The plot is, on first glance, a simple one; relying on a series of emotional triggers whilst also playing with the usual cinematic chronology to go backwards and forwards into an event from the past. However, as we further explore the films sub-textual ideologies and the shadowy morals of the central quartet of characters, we discover hidden depths that have more to do with perception, memory and perspective. Winterbottom sets up an idea that each character sees a particular event in a certain way, so that we end up with multiple viewpoints all jostling for our attention. The resulting plot becomes much more of a puzzle, as we are further immersed within the shocking incident that bookends the narrative. Added to this, we are also given a narrator who cannot be trusted, which in turn leads us into a series of twists which expose the characters true intentions. The ultimate pay off comes right out of nowhere and knocks us off our feet, as the director subverts everything that we've previously seen and turns it into an almost epiphany. It's one of the most satisfying pay offs to a crime thriller that I've seen in some time.

The photography of Idziak takes us into further labyrinthine realms that perfectly complement the seedy atmosphere and perpetual drive of lust and obsession, with the entire film relying on various colour filters that not only highlight the mood, but also act as a visual anchor to the characters and the emotional context of the moment. The music too is detailed and significant, with Winterbottom using a series of musical motifs to expressionistically represent the emotional underlining of the characters.
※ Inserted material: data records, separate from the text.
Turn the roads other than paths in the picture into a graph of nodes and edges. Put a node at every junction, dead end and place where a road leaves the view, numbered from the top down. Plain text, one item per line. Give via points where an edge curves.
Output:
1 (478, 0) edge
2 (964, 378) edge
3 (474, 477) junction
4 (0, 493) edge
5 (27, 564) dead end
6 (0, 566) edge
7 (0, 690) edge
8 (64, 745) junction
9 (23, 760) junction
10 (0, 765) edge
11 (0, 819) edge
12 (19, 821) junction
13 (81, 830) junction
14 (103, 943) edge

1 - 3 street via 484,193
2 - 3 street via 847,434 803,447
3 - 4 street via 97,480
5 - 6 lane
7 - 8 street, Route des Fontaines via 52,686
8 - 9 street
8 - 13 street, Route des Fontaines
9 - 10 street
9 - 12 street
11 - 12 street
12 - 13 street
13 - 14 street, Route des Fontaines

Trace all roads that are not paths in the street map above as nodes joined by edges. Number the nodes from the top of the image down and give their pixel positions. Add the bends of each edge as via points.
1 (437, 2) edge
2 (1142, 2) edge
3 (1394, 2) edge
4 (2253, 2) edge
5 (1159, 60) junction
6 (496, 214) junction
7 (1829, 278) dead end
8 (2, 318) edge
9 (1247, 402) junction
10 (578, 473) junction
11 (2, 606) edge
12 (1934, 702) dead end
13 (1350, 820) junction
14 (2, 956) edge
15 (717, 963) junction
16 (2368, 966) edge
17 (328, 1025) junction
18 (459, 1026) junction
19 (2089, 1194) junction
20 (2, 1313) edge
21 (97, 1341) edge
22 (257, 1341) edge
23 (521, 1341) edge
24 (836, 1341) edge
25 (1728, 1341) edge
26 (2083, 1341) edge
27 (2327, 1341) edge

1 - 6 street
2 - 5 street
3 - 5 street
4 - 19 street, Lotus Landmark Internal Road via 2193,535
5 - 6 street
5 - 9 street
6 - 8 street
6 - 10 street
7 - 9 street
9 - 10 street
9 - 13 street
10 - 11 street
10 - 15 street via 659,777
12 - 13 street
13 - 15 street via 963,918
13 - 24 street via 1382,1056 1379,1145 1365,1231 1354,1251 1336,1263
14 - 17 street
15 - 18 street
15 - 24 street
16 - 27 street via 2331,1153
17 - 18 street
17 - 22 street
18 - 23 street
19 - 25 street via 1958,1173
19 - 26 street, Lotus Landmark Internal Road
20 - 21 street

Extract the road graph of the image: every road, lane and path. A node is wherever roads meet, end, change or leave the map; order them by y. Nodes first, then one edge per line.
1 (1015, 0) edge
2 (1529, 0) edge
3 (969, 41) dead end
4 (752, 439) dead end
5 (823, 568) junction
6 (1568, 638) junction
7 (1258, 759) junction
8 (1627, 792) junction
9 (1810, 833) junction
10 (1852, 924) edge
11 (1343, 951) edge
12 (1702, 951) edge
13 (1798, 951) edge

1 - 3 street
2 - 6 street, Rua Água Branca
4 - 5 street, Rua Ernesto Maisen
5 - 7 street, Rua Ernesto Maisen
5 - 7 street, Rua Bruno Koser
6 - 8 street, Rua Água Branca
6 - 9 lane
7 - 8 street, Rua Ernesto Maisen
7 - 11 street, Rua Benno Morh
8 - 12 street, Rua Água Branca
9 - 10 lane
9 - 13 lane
In a film that relies on sound as such an integral component of the script this is expertly handled. The inclusion of Elvis Costello's eponymous anthem from which the film takes its title is totally relevant, and certainly adds a much-needed sense of abstract, fragmented reality to the self-contained world of the plot. The central performances only help to give the film an even greater sense of added depth, with the two youngsters Luka Petrusic and Lubina Mitevska complementing the more seasoned members of the cast perfectly. In the lead role of Helen, Rachel Weisz exudes a provocative, sexual energy, whilst Alesandro Nivola is a revelation as the broken-down Martin.

I Want You (1998) is, for me, one of the most striking and evocative cinematic works of the last decade. An example of British cinema pushed beyond the realms of kitchen-sink and ably demonstrating a sense of visual imagination rare for this kind of genre. This is an exception film for those who enjoy their thrillers with a dark underlining and a distinctly multi-dimensional edge.